**Task item:** Copy every line from the material below that holds "nodes".
○ ○ ○ ○ ○ ○ ○
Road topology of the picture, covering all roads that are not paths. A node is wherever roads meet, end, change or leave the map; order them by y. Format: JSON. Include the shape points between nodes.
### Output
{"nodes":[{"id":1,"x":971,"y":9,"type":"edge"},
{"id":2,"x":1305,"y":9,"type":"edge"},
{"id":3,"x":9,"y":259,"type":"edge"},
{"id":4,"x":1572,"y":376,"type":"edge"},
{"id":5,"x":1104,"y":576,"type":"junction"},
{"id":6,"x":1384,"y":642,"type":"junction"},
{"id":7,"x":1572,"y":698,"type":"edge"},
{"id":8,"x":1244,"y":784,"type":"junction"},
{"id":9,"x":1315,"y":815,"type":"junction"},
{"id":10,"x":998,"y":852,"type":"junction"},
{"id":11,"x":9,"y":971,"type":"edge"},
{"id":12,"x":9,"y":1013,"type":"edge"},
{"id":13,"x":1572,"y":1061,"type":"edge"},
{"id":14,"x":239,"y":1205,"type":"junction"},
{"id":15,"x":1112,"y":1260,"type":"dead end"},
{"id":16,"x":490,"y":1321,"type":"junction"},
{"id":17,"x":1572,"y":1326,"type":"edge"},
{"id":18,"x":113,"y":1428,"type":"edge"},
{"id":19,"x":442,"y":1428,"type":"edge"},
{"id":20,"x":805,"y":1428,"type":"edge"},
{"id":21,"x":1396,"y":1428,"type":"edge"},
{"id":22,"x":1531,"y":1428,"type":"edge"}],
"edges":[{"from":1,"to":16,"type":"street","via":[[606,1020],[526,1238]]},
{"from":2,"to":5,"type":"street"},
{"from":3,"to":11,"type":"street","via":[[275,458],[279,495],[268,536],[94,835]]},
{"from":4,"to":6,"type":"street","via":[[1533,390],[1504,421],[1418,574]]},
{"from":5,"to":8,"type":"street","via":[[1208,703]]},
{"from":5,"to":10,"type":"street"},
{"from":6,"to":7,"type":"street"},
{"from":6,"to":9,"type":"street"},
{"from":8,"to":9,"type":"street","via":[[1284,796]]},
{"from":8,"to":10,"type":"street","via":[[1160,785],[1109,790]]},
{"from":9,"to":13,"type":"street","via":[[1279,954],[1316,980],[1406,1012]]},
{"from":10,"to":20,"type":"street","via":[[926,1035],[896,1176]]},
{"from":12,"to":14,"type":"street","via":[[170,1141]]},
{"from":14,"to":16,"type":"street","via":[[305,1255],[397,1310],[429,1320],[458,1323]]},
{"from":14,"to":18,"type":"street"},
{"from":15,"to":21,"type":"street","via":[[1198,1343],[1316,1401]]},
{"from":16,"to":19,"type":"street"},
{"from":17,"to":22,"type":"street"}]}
○ ○ ○ ○ ○ ○ ○
**Output of the task:**
Road topology of the picture, covering all roads that are not paths. A node is wherever roads meet, end, change or leave the map; order them by y. Format: JSON. Include the shape points between nodes.
{"nodes":[{"id":1,"x":971,"y":9,"type":"edge"},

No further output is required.